→ **Goal of the exercise**
Every line below must come back exactly as it stands, with the images omitted.

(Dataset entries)
..............................
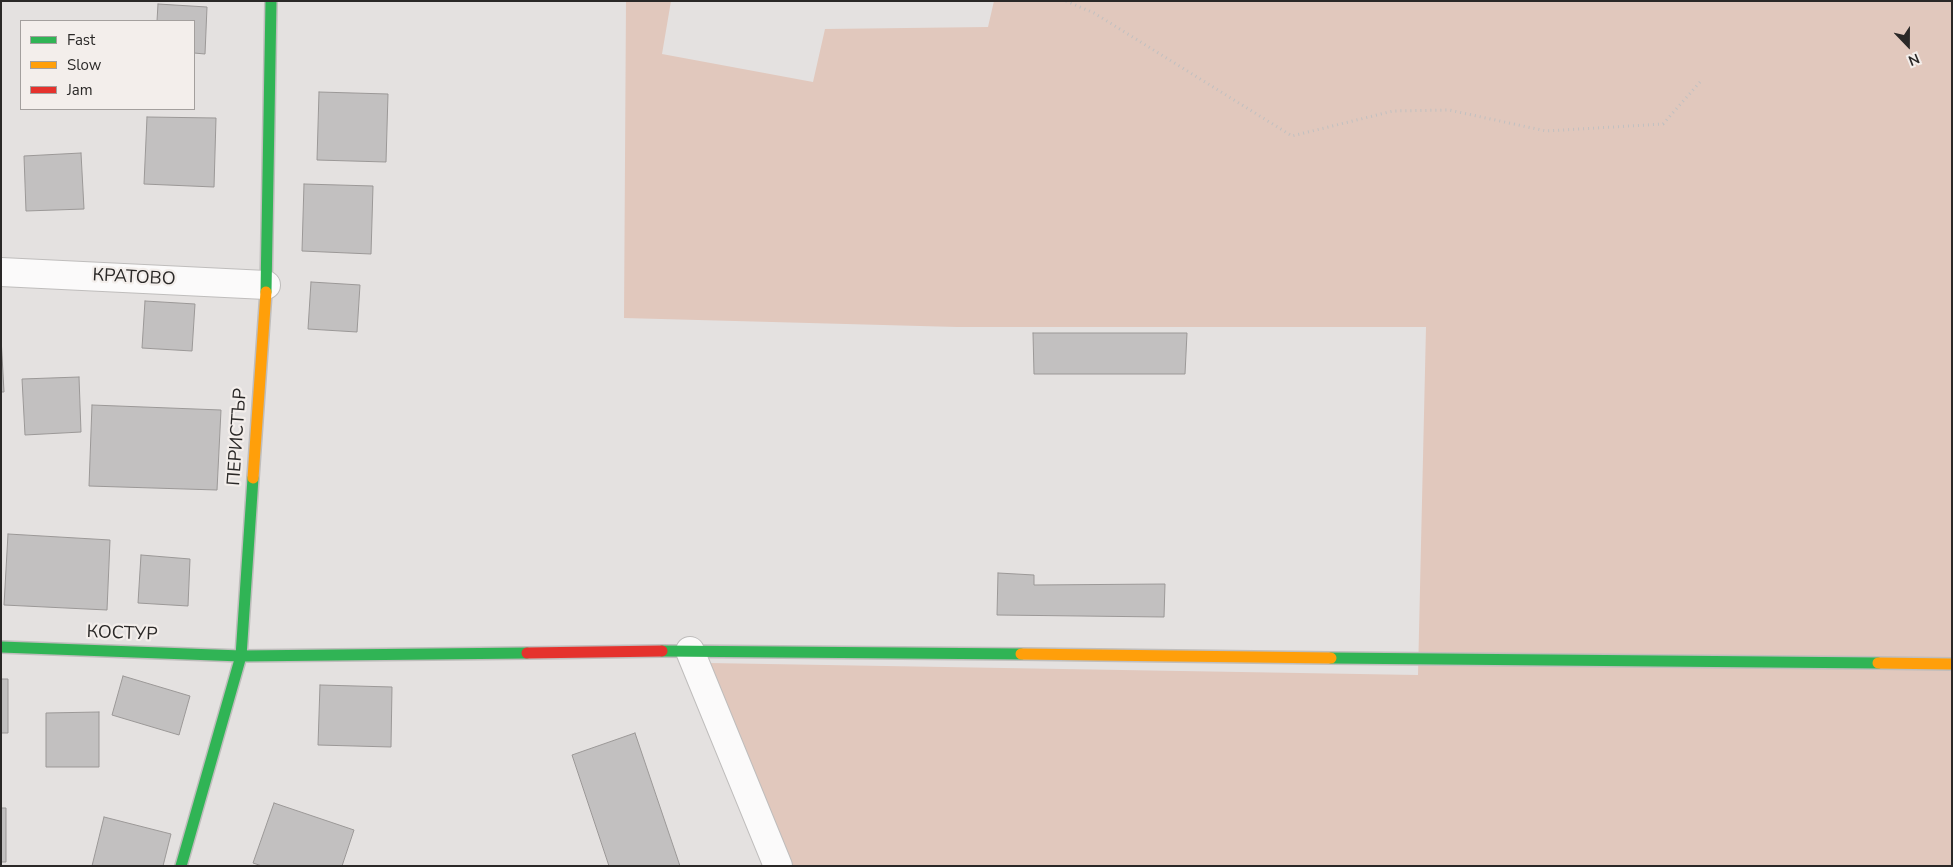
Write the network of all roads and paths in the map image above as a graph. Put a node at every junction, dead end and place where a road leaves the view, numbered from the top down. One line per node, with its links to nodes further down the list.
1 (271, 1): 5 (street, ПЕРИСТЪР)
2 (1066, 1): 3 (path)
3 (1701, 81)
4 (1, 272): 5 (street, КРАТОВО)
5 (266, 285): 8 (street, ПЕРИСТЪР)
6 (1, 647): 8 (street, КОСТУР)
7 (690, 651): 8 (street, КОСТУР); 9 (street, КОСТУР); 11 (street)
8 (241, 656): 10 (street, ПЕРИСТЪР)
9 (1952, 664)
10 (180, 866)
11 (778, 866)

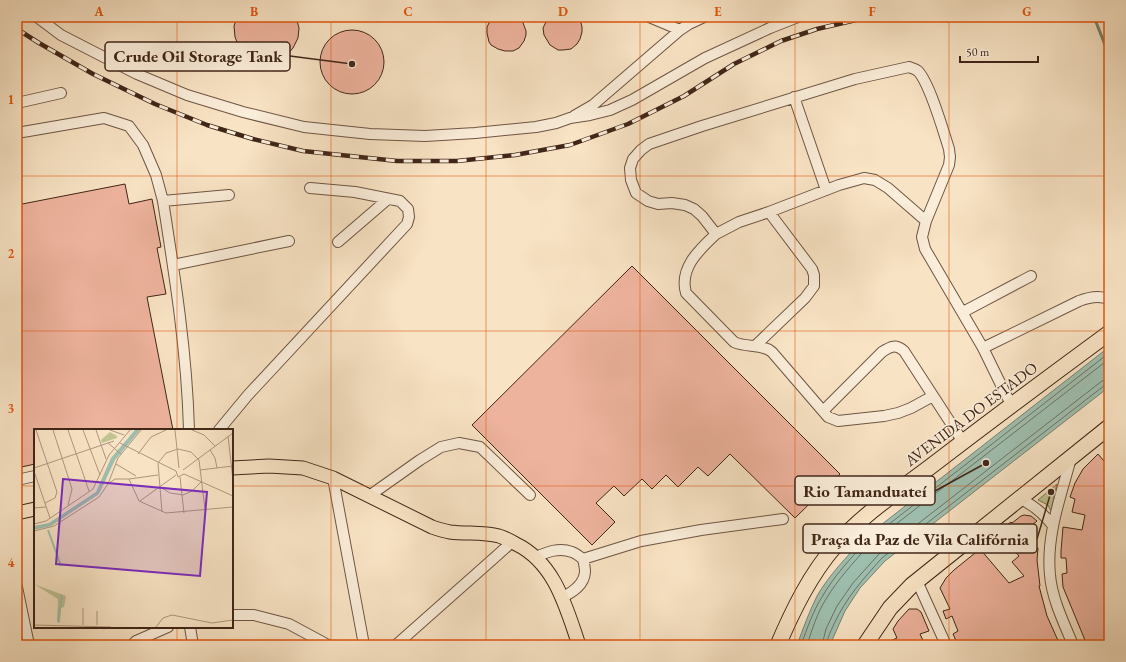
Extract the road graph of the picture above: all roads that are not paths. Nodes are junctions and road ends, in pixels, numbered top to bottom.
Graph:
..............................
→ **Exercise output**
Write the network of all roads and paths in the map image above as a graph. Put a node at every junction, dead end and place where a road leaves the view, numbered from the top down. One line per node, with its links to nodes further down the list.
1 (271, 1): 5 (street, ПЕРИСТЪР)
2 (1066, 1): 3 (path)
3 (1701, 81)
4 (1, 272): 5 (street, КРАТОВО)
5 (266, 285): 8 (street, ПЕРИСТЪР)
6 (1, 647): 8 (street, КОСТУР)
7 (690, 651): 8 (street, КОСТУР); 9 (street, КОСТУР); 11 (street)
8 (241, 656): 10 (street, ПЕРИСТЪР)
9 (1952, 664)
10 (180, 866)
11 (778, 866)

Extract the road graph of the picture above: all roads that are not paths. Nodes are junctions and road ends, in pixels, numbered top to bottom.
Graph:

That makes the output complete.